Project contact Weiping Zeng says the project is ahead of schedule. He expects some components of the AI-powered grain grading product to be commercialized in late 2022 or early 2023.
“We are currently applying for a license from the Canadian Grain Commission to form a fully licensed AI-powered portable digital grain grading lab that will provide grain grading services in Alberta, Saskatchewan, and Manitoba,” Zeng adds.
The third grain-related project is called Field to Glass. This project, led by Grain Discovery, seeks to build an end-to-end digital system that uses blockchain technology to trace Canadian-grown malt barley through every stage of the value chain.
“The project’s purpose is to provide confidence for consumers so that they know where ingredients are coming from,” explains Kreplin.

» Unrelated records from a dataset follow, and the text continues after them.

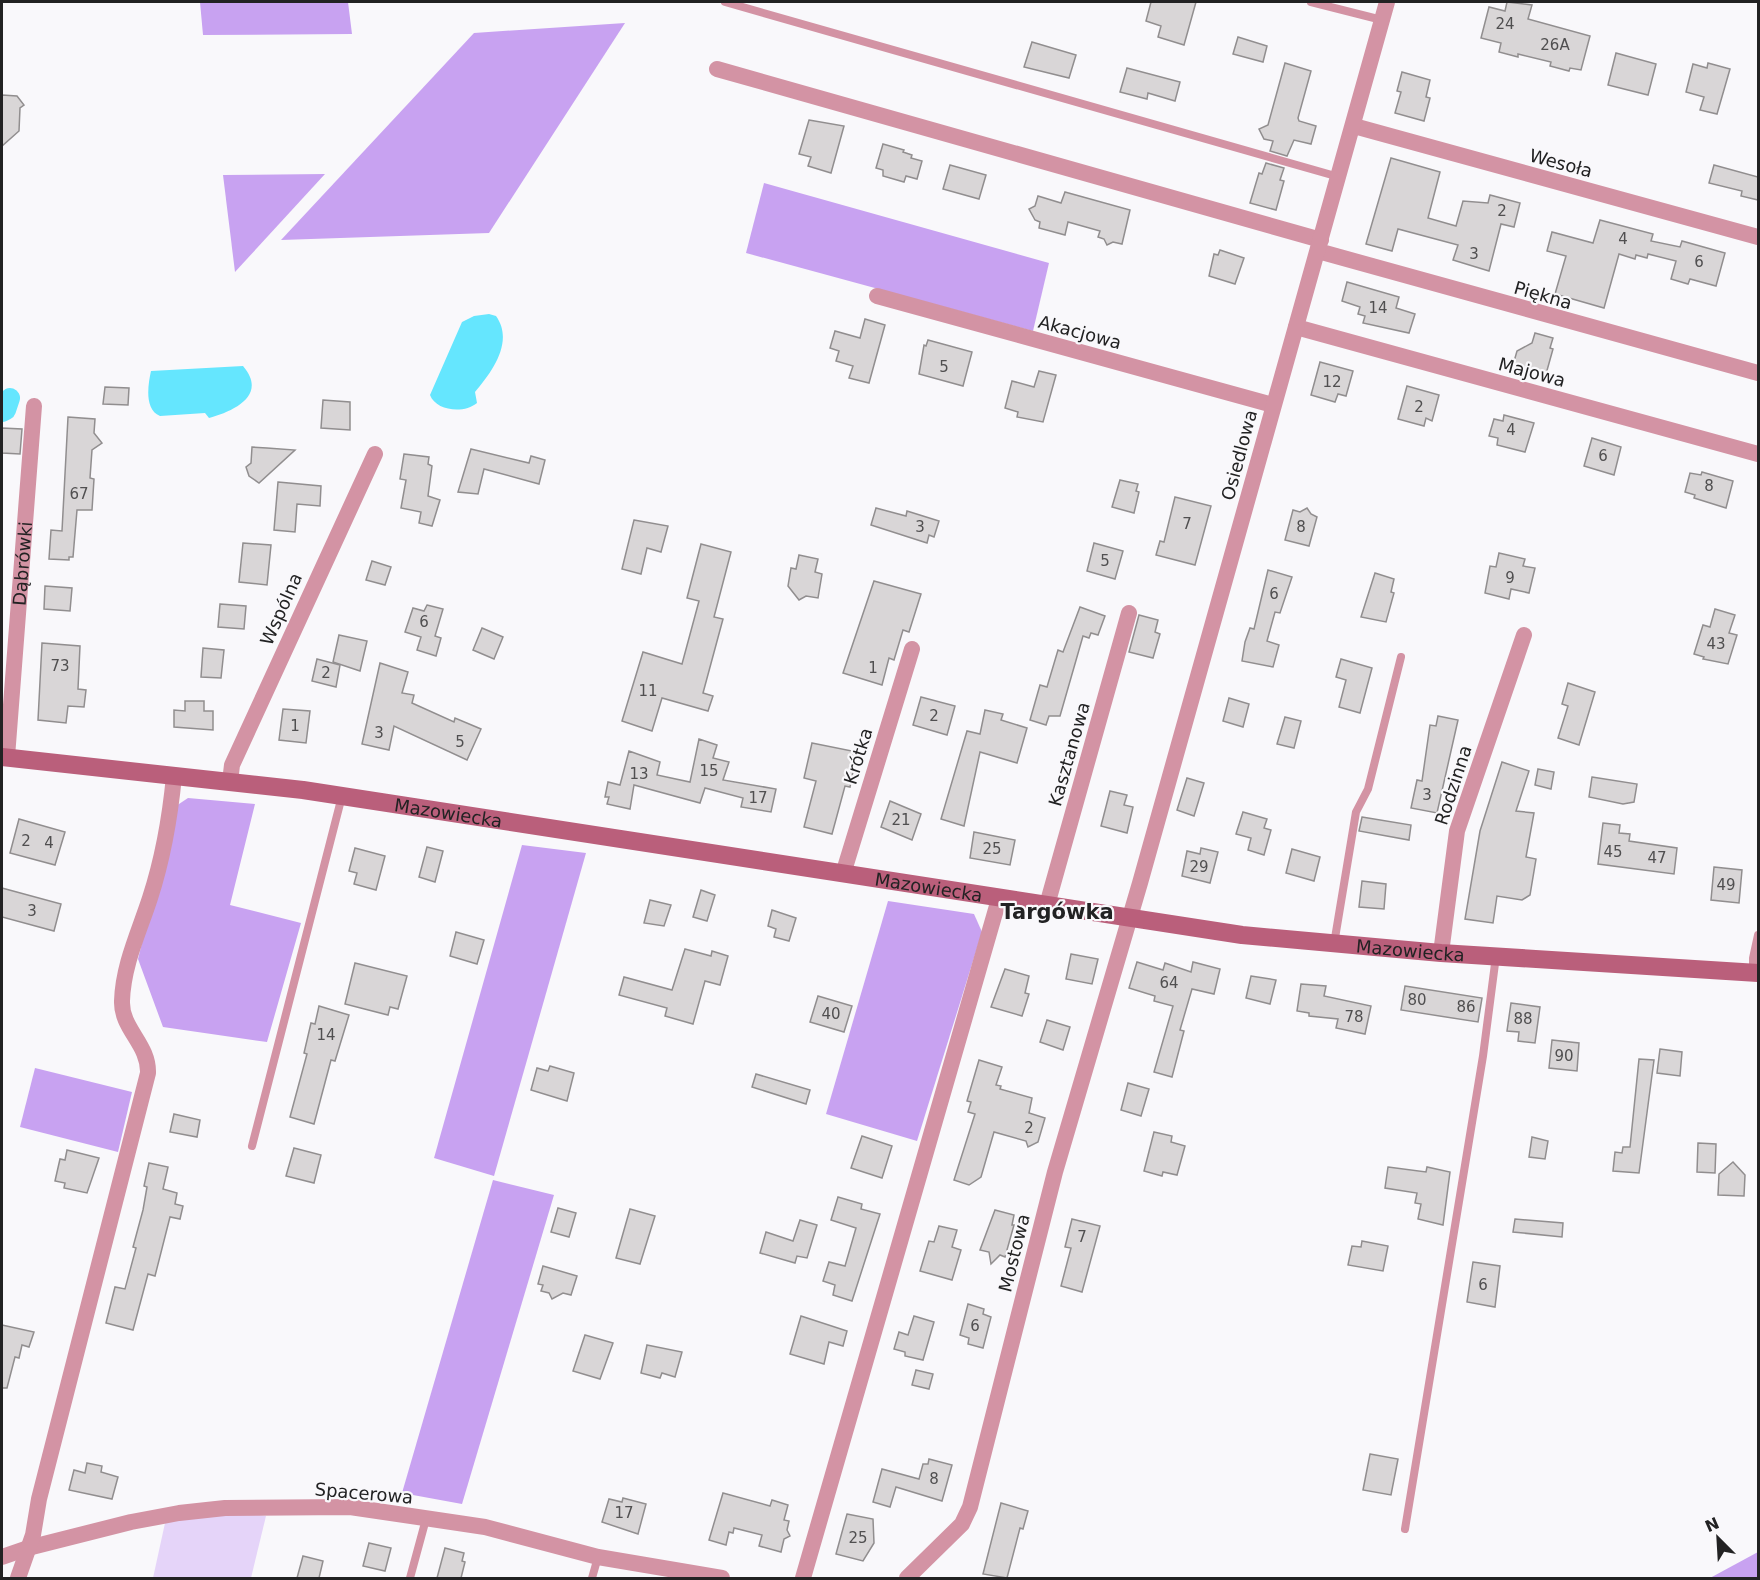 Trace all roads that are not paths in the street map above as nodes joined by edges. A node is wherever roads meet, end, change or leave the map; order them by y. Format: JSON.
{"nodes":[{"id":1,"x":725,"y":2,"type":"edge"},
{"id":2,"x":1311,"y":2,"type":"edge"},
{"id":3,"x":1387,"y":2,"type":"edge"},
{"id":4,"x":1382,"y":20,"type":"junction"},
{"id":5,"x":717,"y":69,"type":"dead end"},
{"id":6,"x":1353,"y":126,"type":"junction"},
{"id":7,"x":1340,"y":177,"type":"junction"},
{"id":8,"x":1758,"y":237,"type":"edge"},
{"id":9,"x":1319,"y":246,"type":"junction"},
{"id":10,"x":878,"y":296,"type":"dead end"},
{"id":11,"x":1296,"y":327,"type":"junction"},
{"id":12,"x":1758,"y":374,"type":"edge"},
{"id":13,"x":1273,"y":405,"type":"junction"},
{"id":14,"x":34,"y":406,"type":"dead end"},
{"id":15,"x":375,"y":454,"type":"dead end"},
{"id":16,"x":1758,"y":454,"type":"edge"},
{"id":17,"x":1129,"y":613,"type":"dead end"},
{"id":18,"x":1524,"y":635,"type":"dead end"},
{"id":19,"x":912,"y":649,"type":"dead end"},
{"id":20,"x":1401,"y":657,"type":"dead end"},
{"id":21,"x":4,"y":757,"type":"edge"},
{"id":22,"x":174,"y":776,"type":"junction"},
{"id":23,"x":238,"y":783,"type":"junction"},
{"id":24,"x":342,"y":796,"type":"junction"},
{"id":25,"x":843,"y":874,"type":"junction"},
{"id":26,"x":999,"y":898,"type":"junction"},
{"id":27,"x":1047,"y":905,"type":"junction"},
{"id":28,"x":1129,"y":918,"type":"junction"},
{"id":29,"x":1758,"y":935,"type":"edge"},
{"id":30,"x":1334,"y":944,"type":"junction"},
{"id":31,"x":1441,"y":953,"type":"junction"},
{"id":32,"x":1496,"y":956,"type":"junction"},
{"id":33,"x":1756,"y":973,"type":"edge"},
{"id":34,"x":252,"y":1146,"type":"dead end"},
{"id":35,"x":426,"y":1519,"type":"junction"},
{"id":36,"x":1405,"y":1529,"type":"dead end"},
{"id":37,"x":28,"y":1548,"type":"junction"},
{"id":38,"x":2,"y":1557,"type":"edge"},
{"id":39,"x":598,"y":1557,"type":"junction"},
{"id":40,"x":18,"y":1578,"type":"edge"},
{"id":41,"x":410,"y":1578,"type":"edge"},
{"id":42,"x":592,"y":1578,"type":"edge"},
{"id":43,"x":722,"y":1578,"type":"edge"},
{"id":44,"x":803,"y":1578,"type":"edge"},
{"id":45,"x":908,"y":1578,"type":"edge"}],
"edges":[{"from":1,"to":7,"type":"lane"},
{"from":2,"to":4,"type":"lane"},
{"from":3,"to":4,"type":"street","name":"Osiedlowa"},
{"from":4,"to":6,"type":"street","name":"Osiedlowa"},
{"from":5,"to":9,"type":"street","name":"Piękna"},
{"from":6,"to":7,"type":"street","name":"Osiedlowa"},
{"from":6,"to":8,"type":"street","name":"Wesoła"},
{"from":7,"to":9,"type":"street","name":"Osiedlowa"},
{"from":9,"to":11,"type":"street","name":"Osiedlowa"},
{"from":9,"to":12,"type":"street","name":"Piękna"},
{"from":10,"to":13,"type":"street","name":"Akacjowa"},
{"from":11,"to":13,"type":"street","name":"Osiedlowa"},
{"from":11,"to":16,"type":"street","name":"Majowa"},
{"from":13,"to":28,"type":"street","name":"Osiedlowa"},
{"from":14,"to":21,"type":"street","name":"Dąbrówki"},
{"from":15,"to":23,"type":"street","name":"Wspólna"},
{"from":17,"to":27,"type":"street","name":"Kasztanowa"},
{"from":18,"to":31,"type":"street","name":"Rodzinna"},
{"from":19,"to":25,"type":"street","name":"Krótka"},
{"from":20,"to":30,"type":"lane"},
{"from":21,"to":22,"type":"street","name":"Dąbrówki"},
{"from":22,"to":23,"type":"street","name":"Dąbrówki"},
{"from":22,"to":37,"type":"street"},
{"from":23,"to":24,"type":"street","name":"Mazowiecka"},
{"from":24,"to":25,"type":"street","name":"Mazowiecka"},
{"from":24,"to":34,"type":"lane"},
{"from":25,"to":26,"type":"street","name":"Mazowiecka"},
{"from":26,"to":27,"type":"street","name":"Mazowiecka"},
{"from":26,"to":44,"type":"street"},
{"from":27,"to":28,"type":"street","name":"Mazowiecka"},
{"from":28,"to":30,"type":"street","name":"Mazowiecka"},
{"from":28,"to":45,"type":"street","name":"Mostowa"},
{"from":29,"to":33,"type":"lane"},
{"from":30,"to":31,"type":"street","name":"Mazowiecka"},
{"from":31,"to":32,"type":"street","name":"Mazowiecka"},
{"from":32,"to":33,"type":"street","name":"Mazowiecka"},
{"from":32,"to":36,"type":"lane"},
{"from":35,"to":37,"type":"street","name":"Spacerowa"},
{"from":35,"to":39,"type":"street","name":"Spacerowa"},
{"from":35,"to":41,"type":"lane"},
{"from":37,"to":38,"type":"street","name":"Spacerowa"},
{"from":37,"to":40,"type":"street"},
{"from":39,"to":42,"type":"lane"},
{"from":39,"to":43,"type":"street","name":"Spacerowa"}]}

This coincides with CFIA requirements for food traceability and transparency and will provide information to increase public awareness and build trust by educating consumers on the products they buy. Finally, should this initiative succeed, its lessons learned could be applied to provide similar tracking technology to other agri-food products.
All three projects meet CAAIN’s requirements in terms of improving digitization and automation in Canada’s agri-food sector and address Canada’s duty to sustainably produce food for the world. As the global population grows to 9 billion, a number it is expected to reach by 2050, agricultural production will need to increase by somewhere between 50 to 70 per cent, says Kreplin.
“Our land base is fixed, and as a result of changing climate, our water supplies are predicted to become more scarce,” she says. “There’s a number of different answers to the challenge of how we’re going to feed the world, and one of them is to increase productivity and agricultural yield on the same land base — all while the production either maintains or improves the environment.”
Canada, she says, has a responsibility to scale up new technology that supports companies that aim to provide food for the world’s growing population.
“This translates well to an economic opportunity for Canada as well because Canada’s ag sector has been slow to adopt emerging technology compared to other jurisdictions,” Kreplin says. “We have the good basis to start from as an exporter of food to the world.”